Monday, October 15, 2007

Happy Birthday Aunt Jenn!!!


From Maggie: This is Aunt Jenn (and that is not Uncle Brad with her). And, we hear that she's changed her hair color to bright red, and we think that's very cool.
Most importantly, she had a birthday this week, and I want everyone to wish her happy birthday. Even if you don't know her any way but through us, it's OK. You can do that here on this site by leaving a comment to this message, because we know she reads our stuff.
She's 40, right?
From Bandit: NO, she is not 40. Mom's threatening a big party for that one. (Sorry Aunt Jenn. You know Maggie just wants everyone to be older than she is. In dog years, she's ....nevermind. She's staring at me.)

Tuesday, August 28, 2007

Fuzzy-ball holidays


From Bandit: We refer to Labor Day -- and the 4th of July -- as fuzzy-ball time. In our experience, fuzzy balls have been things we chase across the yard to humor mom and dad. But, in our house, they are on TV. If we are at the beach, Aunt Jenn (left) usually hits the champagne early and eats strawberries. Mom has a thing about making pancakes and forcing everyone to eat them. Then she makes a pitcher of Bloody Marys; sometimes, she shares. Dad and Uncle Brad just watch the game, roll on the floor and scratch their backs with us. The important thing is that there's always Wimbledon or US Open tennis on the TV. And this Labor Day will be no different. Maggie's planning to blog for the week about the Open, because her friend Sidda will not be able to watch. Sidda's sick, and it's important that Maggie keep her up to date on the action. As for me, fuzzy balls are about as close as I'll get to ever having any again.

Saturday, August 25, 2007

Thundering attack dogs

Mom says we can't go outside when it's thundering and lightning. But it's ok for Dad to keep mowing? ......We're just asking.
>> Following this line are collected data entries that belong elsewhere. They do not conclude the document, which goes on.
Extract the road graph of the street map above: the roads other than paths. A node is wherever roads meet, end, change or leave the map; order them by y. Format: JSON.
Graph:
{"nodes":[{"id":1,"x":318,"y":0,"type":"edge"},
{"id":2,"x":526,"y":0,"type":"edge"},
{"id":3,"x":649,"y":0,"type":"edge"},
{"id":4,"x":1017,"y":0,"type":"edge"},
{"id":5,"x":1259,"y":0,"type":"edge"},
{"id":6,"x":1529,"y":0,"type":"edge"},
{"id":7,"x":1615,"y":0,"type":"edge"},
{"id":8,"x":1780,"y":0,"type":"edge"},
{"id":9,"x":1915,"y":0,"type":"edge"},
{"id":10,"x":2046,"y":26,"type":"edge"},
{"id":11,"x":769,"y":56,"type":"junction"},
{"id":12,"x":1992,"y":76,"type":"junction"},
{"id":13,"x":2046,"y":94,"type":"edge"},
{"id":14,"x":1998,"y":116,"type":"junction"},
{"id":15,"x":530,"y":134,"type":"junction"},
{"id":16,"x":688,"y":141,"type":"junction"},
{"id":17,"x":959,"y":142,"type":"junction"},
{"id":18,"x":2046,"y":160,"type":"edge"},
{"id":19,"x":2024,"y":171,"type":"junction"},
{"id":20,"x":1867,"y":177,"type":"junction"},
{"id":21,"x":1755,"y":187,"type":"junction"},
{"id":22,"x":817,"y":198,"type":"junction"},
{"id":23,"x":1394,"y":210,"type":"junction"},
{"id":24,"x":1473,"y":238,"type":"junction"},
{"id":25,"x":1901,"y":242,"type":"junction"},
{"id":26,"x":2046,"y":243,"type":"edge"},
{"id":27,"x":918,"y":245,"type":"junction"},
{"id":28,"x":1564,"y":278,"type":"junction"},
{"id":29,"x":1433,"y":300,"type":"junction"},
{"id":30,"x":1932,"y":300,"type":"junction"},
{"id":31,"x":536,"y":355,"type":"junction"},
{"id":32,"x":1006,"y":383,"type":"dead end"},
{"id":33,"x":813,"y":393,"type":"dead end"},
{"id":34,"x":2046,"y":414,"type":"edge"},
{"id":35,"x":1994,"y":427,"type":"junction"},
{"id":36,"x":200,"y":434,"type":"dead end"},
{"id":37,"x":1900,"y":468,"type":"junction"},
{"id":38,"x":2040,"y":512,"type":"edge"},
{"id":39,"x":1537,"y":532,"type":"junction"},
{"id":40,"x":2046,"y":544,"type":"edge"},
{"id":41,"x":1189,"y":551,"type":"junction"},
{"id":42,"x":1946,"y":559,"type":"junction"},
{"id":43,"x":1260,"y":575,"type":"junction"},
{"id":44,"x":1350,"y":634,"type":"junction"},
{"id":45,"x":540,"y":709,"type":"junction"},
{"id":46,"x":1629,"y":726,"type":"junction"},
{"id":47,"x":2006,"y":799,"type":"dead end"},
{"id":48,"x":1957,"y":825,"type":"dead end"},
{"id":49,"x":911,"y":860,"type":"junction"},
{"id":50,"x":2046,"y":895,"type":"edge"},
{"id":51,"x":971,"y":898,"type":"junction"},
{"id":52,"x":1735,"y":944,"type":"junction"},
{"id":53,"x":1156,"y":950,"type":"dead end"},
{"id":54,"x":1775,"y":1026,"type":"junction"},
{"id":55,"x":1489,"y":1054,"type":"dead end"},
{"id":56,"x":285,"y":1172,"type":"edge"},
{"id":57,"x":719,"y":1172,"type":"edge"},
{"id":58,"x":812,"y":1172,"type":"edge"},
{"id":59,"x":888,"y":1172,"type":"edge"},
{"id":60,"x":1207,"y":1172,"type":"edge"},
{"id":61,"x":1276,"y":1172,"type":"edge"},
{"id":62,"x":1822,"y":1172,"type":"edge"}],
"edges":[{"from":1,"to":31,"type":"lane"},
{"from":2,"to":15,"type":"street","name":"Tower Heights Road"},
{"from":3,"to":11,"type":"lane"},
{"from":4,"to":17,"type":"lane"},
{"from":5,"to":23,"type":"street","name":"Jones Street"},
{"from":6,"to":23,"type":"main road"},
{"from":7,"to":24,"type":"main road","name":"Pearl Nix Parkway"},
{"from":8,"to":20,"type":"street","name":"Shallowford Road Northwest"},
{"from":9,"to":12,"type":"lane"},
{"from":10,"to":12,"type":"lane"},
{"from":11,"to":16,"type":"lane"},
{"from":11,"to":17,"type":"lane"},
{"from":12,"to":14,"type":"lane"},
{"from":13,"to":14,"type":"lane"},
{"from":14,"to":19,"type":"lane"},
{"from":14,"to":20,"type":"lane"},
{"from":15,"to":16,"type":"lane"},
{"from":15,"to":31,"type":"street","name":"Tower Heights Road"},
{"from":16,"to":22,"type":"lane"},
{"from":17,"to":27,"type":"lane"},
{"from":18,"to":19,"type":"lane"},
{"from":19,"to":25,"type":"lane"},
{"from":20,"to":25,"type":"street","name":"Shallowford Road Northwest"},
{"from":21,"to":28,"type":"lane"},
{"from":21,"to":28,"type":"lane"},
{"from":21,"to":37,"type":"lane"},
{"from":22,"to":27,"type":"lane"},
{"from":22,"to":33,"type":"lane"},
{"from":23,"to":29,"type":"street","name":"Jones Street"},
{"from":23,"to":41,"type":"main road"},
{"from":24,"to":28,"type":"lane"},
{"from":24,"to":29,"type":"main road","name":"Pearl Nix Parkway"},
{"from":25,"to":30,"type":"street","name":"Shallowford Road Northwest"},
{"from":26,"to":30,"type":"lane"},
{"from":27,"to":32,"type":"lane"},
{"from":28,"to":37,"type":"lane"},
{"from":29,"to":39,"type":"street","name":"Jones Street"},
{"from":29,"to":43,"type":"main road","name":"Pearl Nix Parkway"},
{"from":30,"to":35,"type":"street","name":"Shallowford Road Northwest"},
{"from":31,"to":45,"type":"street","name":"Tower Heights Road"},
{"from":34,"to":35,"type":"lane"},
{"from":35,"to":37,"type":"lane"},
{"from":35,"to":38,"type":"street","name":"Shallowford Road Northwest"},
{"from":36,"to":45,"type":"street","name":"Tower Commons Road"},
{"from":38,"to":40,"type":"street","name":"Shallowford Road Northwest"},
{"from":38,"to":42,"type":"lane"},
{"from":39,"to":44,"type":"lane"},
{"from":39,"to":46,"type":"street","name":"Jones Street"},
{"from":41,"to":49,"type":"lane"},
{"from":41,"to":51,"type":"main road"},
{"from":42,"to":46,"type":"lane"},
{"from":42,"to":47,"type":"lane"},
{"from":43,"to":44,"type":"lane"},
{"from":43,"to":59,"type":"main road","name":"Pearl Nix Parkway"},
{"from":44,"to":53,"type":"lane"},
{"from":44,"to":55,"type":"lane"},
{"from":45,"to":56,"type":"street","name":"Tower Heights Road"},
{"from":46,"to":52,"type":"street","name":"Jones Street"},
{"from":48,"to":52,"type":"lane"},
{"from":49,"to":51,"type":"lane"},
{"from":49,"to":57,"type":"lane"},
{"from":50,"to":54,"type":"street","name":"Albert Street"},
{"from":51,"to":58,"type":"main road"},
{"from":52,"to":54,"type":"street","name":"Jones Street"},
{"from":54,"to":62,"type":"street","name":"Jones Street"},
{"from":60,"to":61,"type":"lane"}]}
Speaking of Dad: Today we bring you a video of us attacking Dad.
It's really a play attack, but from it, we think you can glean how vicious we could be if we were really angry.
Scary, isn't it?

(Thanks to Aunt Jenn for documenting this for us. )

Sunday, August 19, 2007

Grumpy boy and nothing for us


From Maggie: We spent a day with dad, and he got mad at us because Bandit kept trying to steal my favorite toy. He just kept looking at me. I had to fight back. He was so grumpy that I couldn't even snuggle with him without him barking at me. It's my toy, though.

And another thing: Mom got home and didn't even bring us anything. She brought Dad some pizza from some place he likes, but nothing for us. She stayed with Seamus and Sidda and only brought pictures back of their parents. They do have a cool house in Bibb City. Mom says they even have a toilet in the guest room. I can't figure out why that's a big deal.

I'm really happy to hear Sidda's still figuring our how to get out from Uncle Brad's new fence. She's keeping up the tradition for us all. We did have kind of a breakthrough on Saturday when we found a hole in the backdoor neighbor's fence. Now we can go all the way over to the next street before we get caught. Mom's a bit irritated by that, but again, that's what she gets for not bringing us anything from her trip.

Monday, August 13, 2007

They are found

From Maggie: Aunt Jenn and Uncle Brad are home. They got stuck on an airplane for a really long time and then in an airport. I think they couldn't go outside for a long time.
That must've hurt.

Sunday, August 12, 2007

Has anyone seen our buddies?

Uncle Brad and Aunt Jenn have been gone, but they should be back by now.
Has anyone seen them? They went to Cambodia where we hear they have dog dishes. We wonder if they brought one back for Seamus and Sidda.

Wait..... Mom says that's not what that means........Yuk.
Nevermind.

Wednesday, August 8, 2007

At least he didn't call it a Wiener Roller

We've just seen something very scary and we felt we should share it.
Our favorite blogger who's not Uncle Brad or Aunt Allison is named Jeff Houck. He's a food freak in Tampa who scares us (in a good way).
His blog, Side Salad, is full of fun stuff that only a sick, crazy person like Jeff can find. But he went too far recently when he started a series about his new toy, a hot dog roller. Bandit has a hard time looking at this entry.
His site is searchable if you must read all about his experiments with the hot dog roller -- Twinkies, Oreos. The horror!